EXERCISE PROMPT
Working through the lines below, return each one that holds "rows".

─── STUDY MATERIAL ───

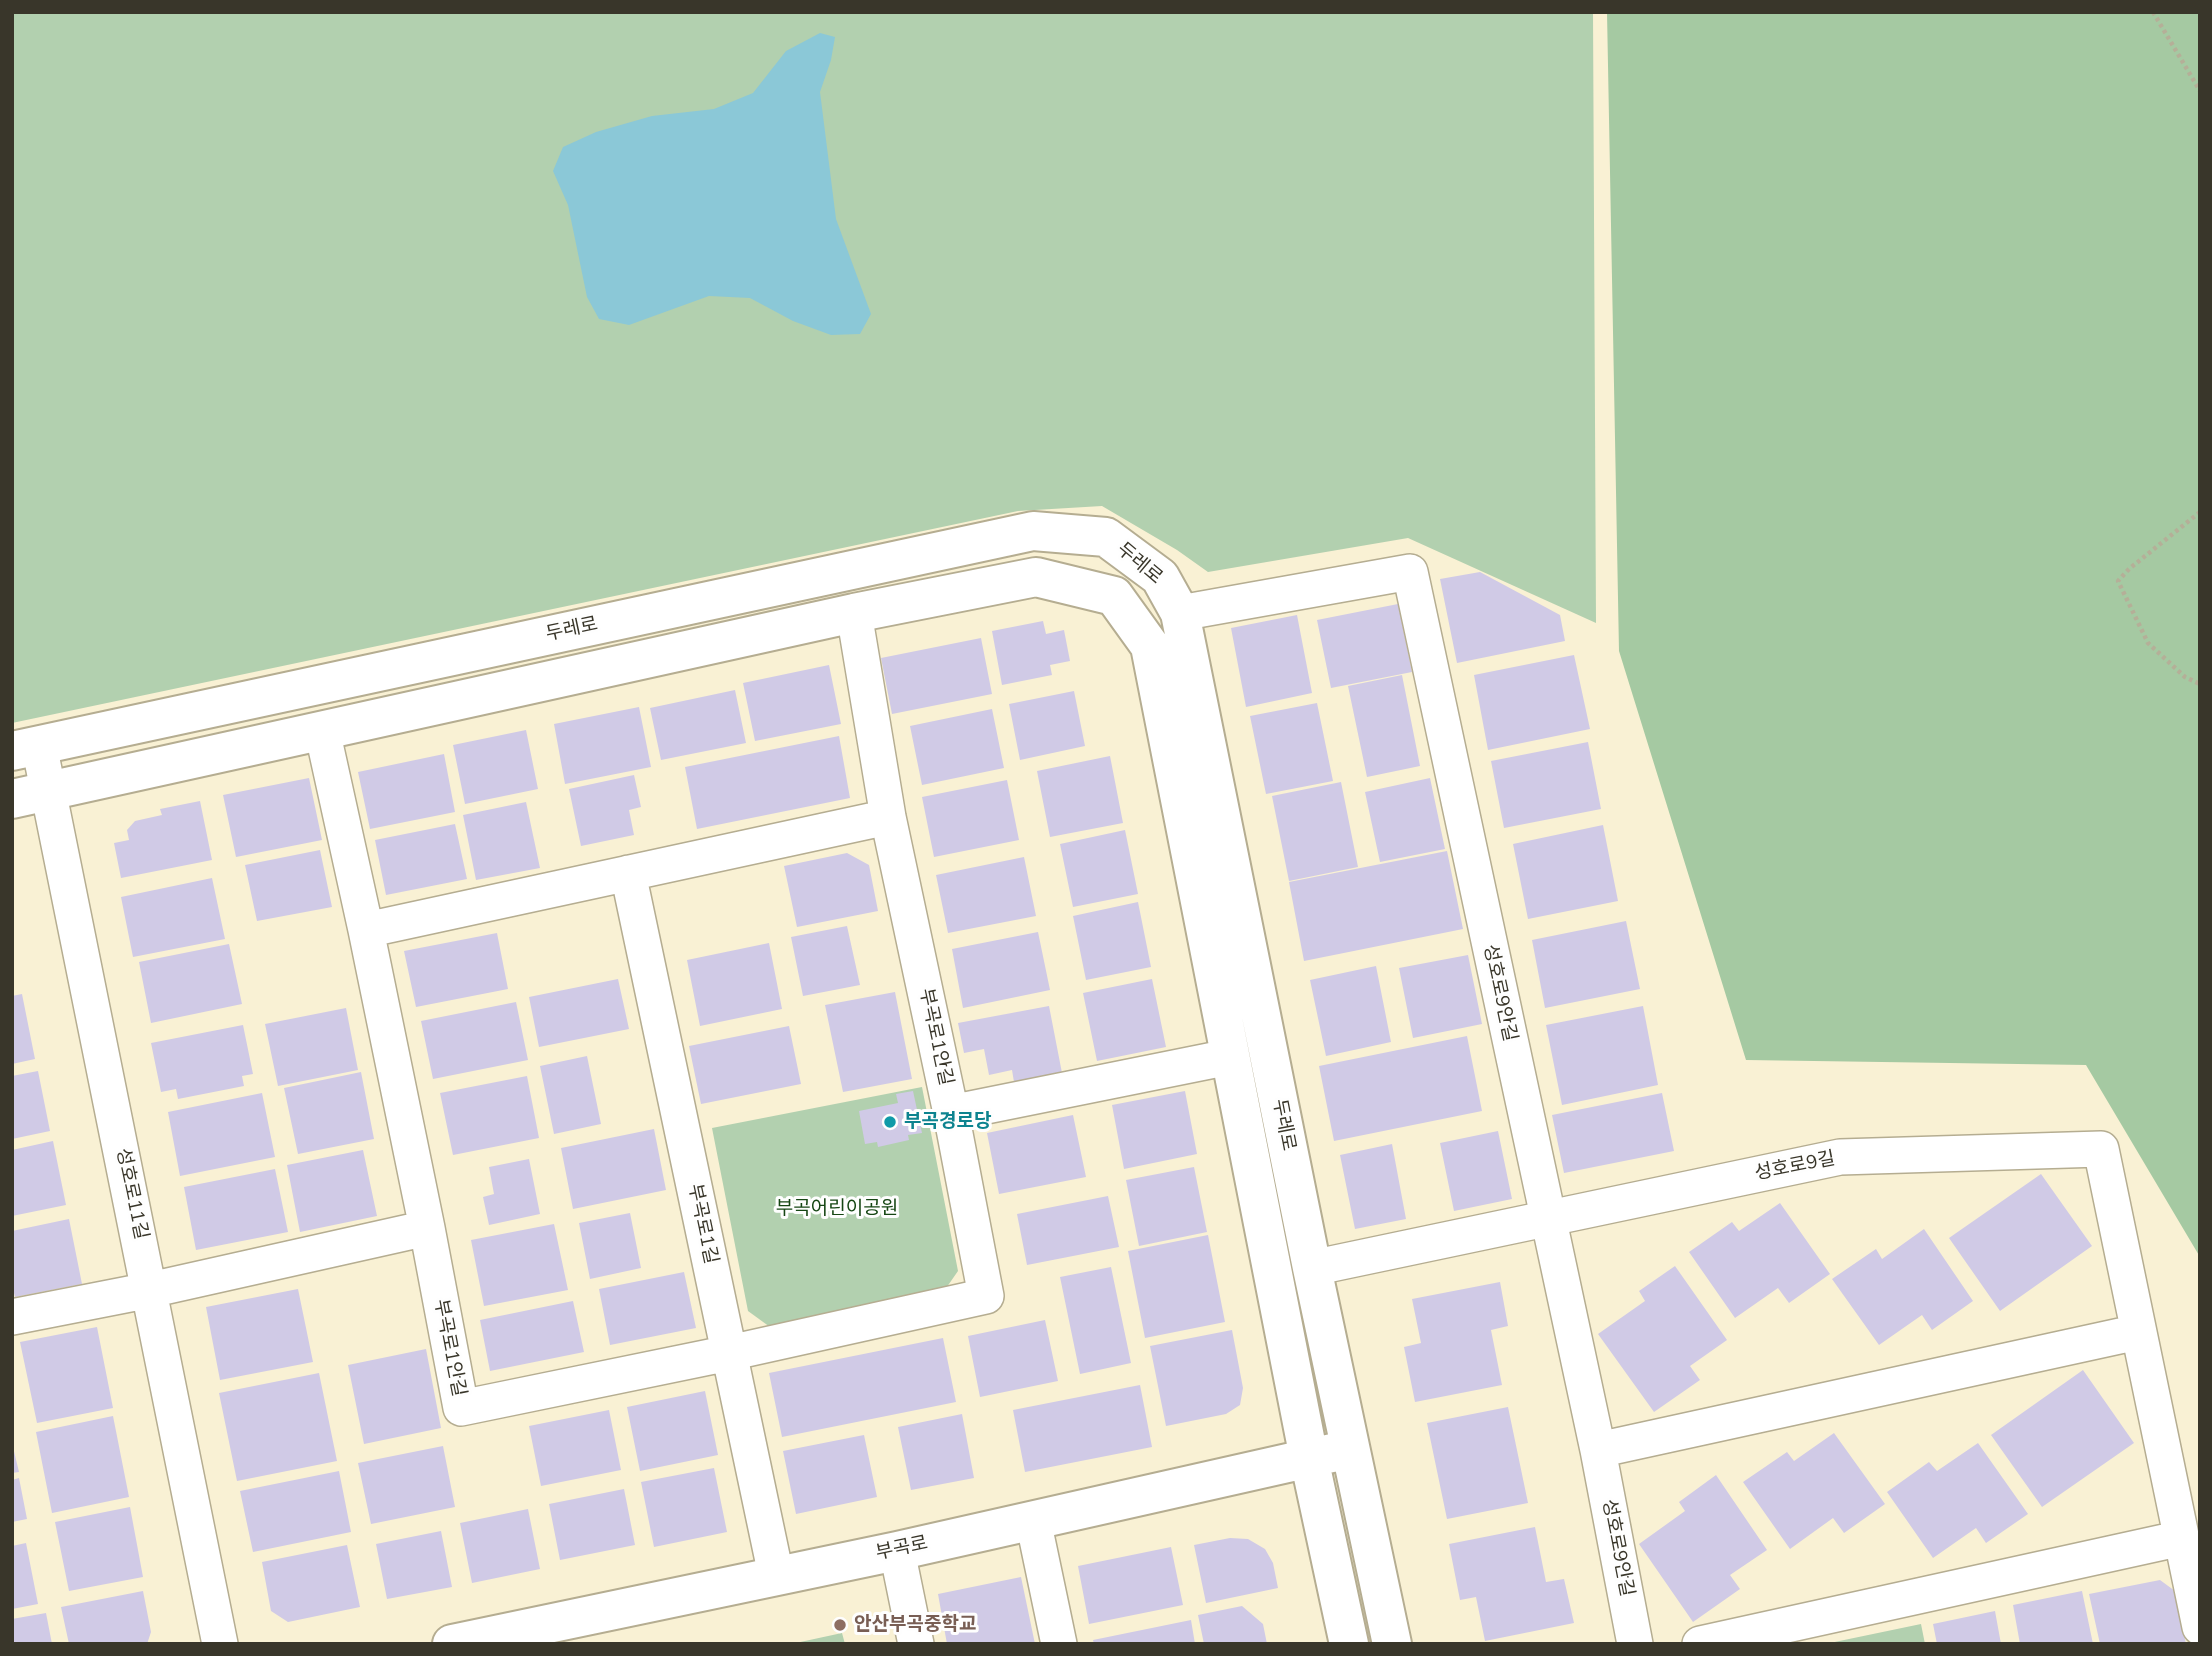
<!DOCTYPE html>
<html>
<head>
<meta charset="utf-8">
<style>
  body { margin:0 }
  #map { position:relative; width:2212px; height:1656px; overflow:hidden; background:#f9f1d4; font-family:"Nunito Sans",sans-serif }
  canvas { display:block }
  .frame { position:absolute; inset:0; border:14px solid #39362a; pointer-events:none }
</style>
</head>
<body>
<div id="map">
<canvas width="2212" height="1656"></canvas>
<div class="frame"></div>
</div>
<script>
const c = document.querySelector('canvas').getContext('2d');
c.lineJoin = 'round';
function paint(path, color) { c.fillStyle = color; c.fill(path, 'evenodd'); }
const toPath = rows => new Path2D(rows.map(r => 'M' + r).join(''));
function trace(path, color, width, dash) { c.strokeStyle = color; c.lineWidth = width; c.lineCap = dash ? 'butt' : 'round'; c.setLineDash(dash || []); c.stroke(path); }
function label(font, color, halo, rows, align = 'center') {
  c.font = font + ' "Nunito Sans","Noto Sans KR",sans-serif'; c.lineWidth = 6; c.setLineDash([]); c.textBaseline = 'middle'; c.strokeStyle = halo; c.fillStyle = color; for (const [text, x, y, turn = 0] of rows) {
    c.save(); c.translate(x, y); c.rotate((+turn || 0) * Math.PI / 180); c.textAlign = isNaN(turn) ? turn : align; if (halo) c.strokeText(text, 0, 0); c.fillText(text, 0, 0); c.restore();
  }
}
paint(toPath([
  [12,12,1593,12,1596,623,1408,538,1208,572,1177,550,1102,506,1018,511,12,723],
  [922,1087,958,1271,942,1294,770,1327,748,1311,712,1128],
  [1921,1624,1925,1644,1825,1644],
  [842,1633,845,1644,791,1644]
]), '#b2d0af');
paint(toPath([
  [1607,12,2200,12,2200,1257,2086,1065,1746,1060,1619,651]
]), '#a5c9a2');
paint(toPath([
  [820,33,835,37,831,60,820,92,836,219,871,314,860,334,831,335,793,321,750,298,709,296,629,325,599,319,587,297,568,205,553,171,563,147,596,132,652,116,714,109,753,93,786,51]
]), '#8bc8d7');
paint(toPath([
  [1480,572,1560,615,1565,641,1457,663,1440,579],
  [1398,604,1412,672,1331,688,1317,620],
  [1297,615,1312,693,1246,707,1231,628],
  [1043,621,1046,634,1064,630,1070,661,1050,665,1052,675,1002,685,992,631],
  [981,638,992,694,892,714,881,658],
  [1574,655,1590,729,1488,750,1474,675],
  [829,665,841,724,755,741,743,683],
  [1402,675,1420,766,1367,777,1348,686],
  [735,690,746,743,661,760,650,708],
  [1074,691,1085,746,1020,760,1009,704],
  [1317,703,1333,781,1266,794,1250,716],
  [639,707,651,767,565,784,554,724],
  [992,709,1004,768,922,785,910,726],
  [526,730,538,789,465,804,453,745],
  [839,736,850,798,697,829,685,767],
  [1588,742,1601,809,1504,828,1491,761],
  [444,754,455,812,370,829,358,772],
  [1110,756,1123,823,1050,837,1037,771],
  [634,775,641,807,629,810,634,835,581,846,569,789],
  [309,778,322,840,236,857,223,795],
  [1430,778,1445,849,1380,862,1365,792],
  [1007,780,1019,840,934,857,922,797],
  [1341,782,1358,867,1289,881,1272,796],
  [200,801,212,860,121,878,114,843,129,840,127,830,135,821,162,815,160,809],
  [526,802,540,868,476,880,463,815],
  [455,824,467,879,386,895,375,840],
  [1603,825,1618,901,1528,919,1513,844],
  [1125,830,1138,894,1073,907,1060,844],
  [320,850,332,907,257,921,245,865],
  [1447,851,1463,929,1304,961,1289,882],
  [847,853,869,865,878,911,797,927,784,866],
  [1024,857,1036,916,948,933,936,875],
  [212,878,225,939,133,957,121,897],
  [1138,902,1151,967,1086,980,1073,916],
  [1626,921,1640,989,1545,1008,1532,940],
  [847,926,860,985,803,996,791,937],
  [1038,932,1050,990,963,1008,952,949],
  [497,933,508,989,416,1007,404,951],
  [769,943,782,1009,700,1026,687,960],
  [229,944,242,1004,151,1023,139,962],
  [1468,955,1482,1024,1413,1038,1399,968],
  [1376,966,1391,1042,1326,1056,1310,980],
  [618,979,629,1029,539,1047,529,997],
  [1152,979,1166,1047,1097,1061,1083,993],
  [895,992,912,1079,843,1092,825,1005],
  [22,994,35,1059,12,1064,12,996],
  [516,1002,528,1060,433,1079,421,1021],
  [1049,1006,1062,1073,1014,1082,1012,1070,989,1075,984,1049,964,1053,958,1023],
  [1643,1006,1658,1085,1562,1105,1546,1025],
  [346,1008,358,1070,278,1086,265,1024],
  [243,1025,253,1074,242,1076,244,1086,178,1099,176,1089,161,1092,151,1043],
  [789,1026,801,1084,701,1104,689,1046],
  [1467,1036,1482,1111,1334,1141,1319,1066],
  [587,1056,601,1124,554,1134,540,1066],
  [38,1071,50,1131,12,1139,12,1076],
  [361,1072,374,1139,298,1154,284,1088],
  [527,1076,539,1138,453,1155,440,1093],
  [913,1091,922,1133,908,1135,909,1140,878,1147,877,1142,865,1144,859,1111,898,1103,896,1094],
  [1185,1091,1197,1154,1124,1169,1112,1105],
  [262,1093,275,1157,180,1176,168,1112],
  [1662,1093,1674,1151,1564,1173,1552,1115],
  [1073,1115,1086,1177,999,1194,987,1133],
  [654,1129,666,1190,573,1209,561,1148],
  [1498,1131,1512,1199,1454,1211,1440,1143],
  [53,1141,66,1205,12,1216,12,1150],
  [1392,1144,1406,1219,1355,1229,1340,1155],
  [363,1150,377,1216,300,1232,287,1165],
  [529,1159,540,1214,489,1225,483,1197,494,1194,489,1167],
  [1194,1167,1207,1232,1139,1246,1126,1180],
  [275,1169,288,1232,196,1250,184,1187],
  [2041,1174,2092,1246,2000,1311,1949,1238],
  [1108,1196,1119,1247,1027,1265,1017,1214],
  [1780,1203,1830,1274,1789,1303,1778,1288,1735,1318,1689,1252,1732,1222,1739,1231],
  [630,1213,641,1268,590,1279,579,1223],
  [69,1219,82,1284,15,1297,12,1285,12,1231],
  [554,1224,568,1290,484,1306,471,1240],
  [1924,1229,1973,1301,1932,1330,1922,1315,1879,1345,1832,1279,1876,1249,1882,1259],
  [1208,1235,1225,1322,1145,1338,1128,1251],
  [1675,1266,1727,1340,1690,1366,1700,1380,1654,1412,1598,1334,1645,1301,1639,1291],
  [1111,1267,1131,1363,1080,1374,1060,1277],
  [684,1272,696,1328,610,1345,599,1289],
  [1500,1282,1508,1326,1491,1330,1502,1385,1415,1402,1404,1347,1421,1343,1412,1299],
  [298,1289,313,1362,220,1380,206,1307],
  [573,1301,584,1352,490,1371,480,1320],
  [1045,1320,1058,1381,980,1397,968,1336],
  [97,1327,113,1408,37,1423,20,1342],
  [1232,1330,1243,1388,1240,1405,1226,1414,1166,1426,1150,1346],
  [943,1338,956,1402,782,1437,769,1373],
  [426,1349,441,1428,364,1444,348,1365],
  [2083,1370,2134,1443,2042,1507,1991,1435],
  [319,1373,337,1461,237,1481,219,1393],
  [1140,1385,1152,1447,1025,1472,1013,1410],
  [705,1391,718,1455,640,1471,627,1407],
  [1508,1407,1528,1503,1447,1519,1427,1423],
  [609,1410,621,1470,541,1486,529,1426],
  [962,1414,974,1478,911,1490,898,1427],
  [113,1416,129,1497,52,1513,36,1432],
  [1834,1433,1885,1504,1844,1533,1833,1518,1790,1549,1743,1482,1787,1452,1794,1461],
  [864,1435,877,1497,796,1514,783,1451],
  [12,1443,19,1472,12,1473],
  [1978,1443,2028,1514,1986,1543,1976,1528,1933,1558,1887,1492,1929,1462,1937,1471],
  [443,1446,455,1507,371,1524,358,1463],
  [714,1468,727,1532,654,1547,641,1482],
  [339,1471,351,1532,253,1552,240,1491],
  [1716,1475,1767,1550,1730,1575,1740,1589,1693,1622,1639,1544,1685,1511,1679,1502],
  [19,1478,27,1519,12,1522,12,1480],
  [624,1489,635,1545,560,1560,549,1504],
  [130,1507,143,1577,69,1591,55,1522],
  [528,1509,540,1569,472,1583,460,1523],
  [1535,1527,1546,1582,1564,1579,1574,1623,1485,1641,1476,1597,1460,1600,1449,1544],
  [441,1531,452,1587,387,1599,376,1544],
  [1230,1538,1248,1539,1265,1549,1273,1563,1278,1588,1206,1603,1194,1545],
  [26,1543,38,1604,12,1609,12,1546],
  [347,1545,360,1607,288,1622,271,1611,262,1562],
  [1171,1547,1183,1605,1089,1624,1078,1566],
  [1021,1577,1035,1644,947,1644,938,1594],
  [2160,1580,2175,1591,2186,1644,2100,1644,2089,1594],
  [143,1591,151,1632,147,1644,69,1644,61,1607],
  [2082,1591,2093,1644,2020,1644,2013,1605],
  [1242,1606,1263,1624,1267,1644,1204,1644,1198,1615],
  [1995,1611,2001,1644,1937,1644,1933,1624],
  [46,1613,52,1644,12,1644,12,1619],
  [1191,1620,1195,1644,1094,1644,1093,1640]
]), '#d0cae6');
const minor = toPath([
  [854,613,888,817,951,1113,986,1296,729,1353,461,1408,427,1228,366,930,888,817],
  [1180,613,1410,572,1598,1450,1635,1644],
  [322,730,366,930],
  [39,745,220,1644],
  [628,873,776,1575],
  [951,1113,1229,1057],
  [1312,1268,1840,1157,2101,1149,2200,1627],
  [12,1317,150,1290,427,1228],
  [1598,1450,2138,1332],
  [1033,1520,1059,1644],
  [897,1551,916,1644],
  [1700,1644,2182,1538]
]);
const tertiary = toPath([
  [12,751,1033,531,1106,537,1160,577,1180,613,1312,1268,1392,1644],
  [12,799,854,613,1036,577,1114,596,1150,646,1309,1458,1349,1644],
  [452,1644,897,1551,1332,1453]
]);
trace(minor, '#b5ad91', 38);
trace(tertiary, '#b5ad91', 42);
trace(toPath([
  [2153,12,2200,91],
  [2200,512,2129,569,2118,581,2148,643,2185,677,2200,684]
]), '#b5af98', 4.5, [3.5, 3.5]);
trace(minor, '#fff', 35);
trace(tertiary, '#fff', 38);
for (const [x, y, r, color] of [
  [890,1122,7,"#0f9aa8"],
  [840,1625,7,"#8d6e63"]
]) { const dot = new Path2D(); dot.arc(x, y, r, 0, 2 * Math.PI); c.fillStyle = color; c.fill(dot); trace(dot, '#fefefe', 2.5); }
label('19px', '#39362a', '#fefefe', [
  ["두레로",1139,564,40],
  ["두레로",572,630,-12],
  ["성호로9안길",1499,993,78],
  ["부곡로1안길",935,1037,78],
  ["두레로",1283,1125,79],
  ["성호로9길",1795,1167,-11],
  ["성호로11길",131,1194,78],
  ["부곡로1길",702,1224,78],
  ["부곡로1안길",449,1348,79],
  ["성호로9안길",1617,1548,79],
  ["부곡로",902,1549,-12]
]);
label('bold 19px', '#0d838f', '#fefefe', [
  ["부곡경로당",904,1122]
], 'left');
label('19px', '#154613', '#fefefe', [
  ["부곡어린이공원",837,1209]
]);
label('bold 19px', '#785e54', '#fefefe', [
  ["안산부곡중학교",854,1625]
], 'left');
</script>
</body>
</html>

───

RESPONSE TO THIS EXERCISE
const toPath = rows => new Path2D(rows.map(r => 'M' + r).join(''));
function label(font, color, halo, rows, align = 'center') {
  c.font = font + ' "Nunito Sans","Noto Sans KR",sans-serif'; c.lineWidth = 6; c.setLineDash([]); c.textBaseline = 'middle'; c.strokeStyle = halo; c.fillStyle = color; for (const [text, x, y, turn = 0] of rows) {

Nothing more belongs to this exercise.